Longtime leading broker Dora Puig, owner of Luxe Living Realty, said it’s been tough persuading sellers to come down. Puig, fourth on the ranking with nearly $438 million in dollar volume, said sellers are still tied to comps from the height of the market.
“I am not seeing that many price reductions. I would like to see more,” she said.
Zeder said many buyers are “sitting on the sidelines waiting to see what the correction will be.” Though inventory is ticking up, brokers say much of it isn’t priced correctly.
“There will be price adjustments on properties,” she said. “You can’t keep doubling and doubling in prices. The pace of 2021 was not sustainable.”
Puig recently listed an under-construction waterfront mansion in Miami Beach for $80 million. The seller, a developer, was building it for himself, but decided to list it instead.
Though wealthy buyers are still moving to South Florida, they’re “not going to pay a stupid number,” said Oren Alexander.
“I don’t think everything is going to sell moving forward,” he said. “Taking an $80 million listing of a house that’s unfinished — to me you’re wasting your time, you’re wasting your money.”
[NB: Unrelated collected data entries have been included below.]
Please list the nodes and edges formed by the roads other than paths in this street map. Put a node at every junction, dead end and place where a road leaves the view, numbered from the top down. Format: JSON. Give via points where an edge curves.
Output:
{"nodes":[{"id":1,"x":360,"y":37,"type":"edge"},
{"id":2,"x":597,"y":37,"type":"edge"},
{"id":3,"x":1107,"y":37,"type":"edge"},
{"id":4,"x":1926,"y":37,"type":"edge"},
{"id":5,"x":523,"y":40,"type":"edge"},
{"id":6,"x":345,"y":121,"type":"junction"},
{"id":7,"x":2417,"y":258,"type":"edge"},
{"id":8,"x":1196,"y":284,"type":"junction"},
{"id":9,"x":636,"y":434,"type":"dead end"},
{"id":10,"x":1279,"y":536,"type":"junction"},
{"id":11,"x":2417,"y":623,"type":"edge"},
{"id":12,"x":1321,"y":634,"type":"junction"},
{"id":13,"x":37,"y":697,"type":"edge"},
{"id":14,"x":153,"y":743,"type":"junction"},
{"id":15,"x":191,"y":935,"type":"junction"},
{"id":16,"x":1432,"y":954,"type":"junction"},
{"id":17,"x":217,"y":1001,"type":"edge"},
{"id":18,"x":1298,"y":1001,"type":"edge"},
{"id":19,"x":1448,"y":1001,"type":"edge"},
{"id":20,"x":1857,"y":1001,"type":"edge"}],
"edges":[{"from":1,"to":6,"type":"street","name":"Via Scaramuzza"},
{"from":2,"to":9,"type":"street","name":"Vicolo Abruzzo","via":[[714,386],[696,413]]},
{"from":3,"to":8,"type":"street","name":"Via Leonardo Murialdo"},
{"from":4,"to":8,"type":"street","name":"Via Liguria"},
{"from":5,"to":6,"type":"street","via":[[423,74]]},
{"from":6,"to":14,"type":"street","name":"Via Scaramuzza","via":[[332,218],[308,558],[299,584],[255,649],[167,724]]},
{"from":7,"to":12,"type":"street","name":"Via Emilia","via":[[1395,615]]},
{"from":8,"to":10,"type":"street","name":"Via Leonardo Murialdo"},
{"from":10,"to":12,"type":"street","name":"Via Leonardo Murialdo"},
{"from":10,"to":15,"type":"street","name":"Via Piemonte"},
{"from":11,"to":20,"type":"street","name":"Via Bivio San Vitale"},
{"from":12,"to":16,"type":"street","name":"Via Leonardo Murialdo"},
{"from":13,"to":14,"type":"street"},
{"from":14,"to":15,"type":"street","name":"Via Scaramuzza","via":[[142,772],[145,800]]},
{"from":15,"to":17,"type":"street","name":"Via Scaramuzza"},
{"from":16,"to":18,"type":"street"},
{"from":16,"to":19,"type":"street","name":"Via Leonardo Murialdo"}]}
Hernandez and Sereny laid some of the blame on the brokers continuing to sell the dream of a profitable flip, even though those days are mostly over. Some buyers from 2020 and 2021 are now sellers, and they’re taking losses.
“We always come in with very realistic numbers,” Sereny said. “We’ll oftentimes walk away. We’re in the business of selling real estate, not collecting listings.”
Elliman’s Dina Goldentayer, who ranked third with about $491 million in dollar volume, agreed.
“There’s no hardship in getting listings right now,” she said. “The hardship is in getting well-priced listings.”
Goldentayer said buyers regained some leverage in the second half of the year and were able to negotiate again. Waived inspections and free leasebacks are a thing of the past.
“Buyers have enough to choose from where they don’t have to buy overpriced, poorly presented product,” she said.
One Sotheby’s International Realty’s Michael Martinez, who is active in Pinecrest, Coral Gables, South Miami and Glenvar Heights, and ranked 14th with $147 million, said sellers will have to adjust.
“Their house might not be the only house the buyer is considering at this time,” he said.
Growing in a downturn
Compass’ Chad Carroll, whose team ranked fifth with nearly $396 million in dollar volume, said he’s now doubling his spending on marketing. He’s still targeting out-of-state buyers.
“We know how to navigate down markets,” he said.
The Carroll Group is also looking to break into new markets, both in South Florida and farther north, and is bringing on “high-powered, seasoned agents to facilitate this expansion.”
Compass’ Smith said he’s also doubling his advertising budget to gain market share. During the Great Recession, he and his wife maxed out their credit cards to grow their business — a bet that ultimately paid off.
“As [listings] start to expire, as people’s cousins and brothers can’t sell anymore, there will be a flight to quality agents,” he said.
Nelson Gonzalez, a longtime broker with Berkshire Hathaway HomeServices EWM Realty, is eyeing an expansion to Palm Beach, where the brokerage recently opened an office.
To attract a new pool of buyers, Gonzalez, who placed 11th with $186.5 million in sales, is doing targeted marketing in Massachusetts after voters there approved a 4 percent “millionaire’s tax” on annual incomes above $1 million.
Corcoran Group’s Julian Johnston, the sixth-ranked broker with $262 million in dollar volume, adjusted his marketing about six months ago to focus more on local buyers. Before, he was advertising heavily in New York and Los Angeles.
Puig, who noted an increase in buyers as of mid-November, said her marketing budget is ramping up “well into the six digits.”
“That’s what listing brokers do. That’s why we’re here to stay,” she said. “In the last year and a half, my marketing budgets weren’t that high because I was selling so fast.”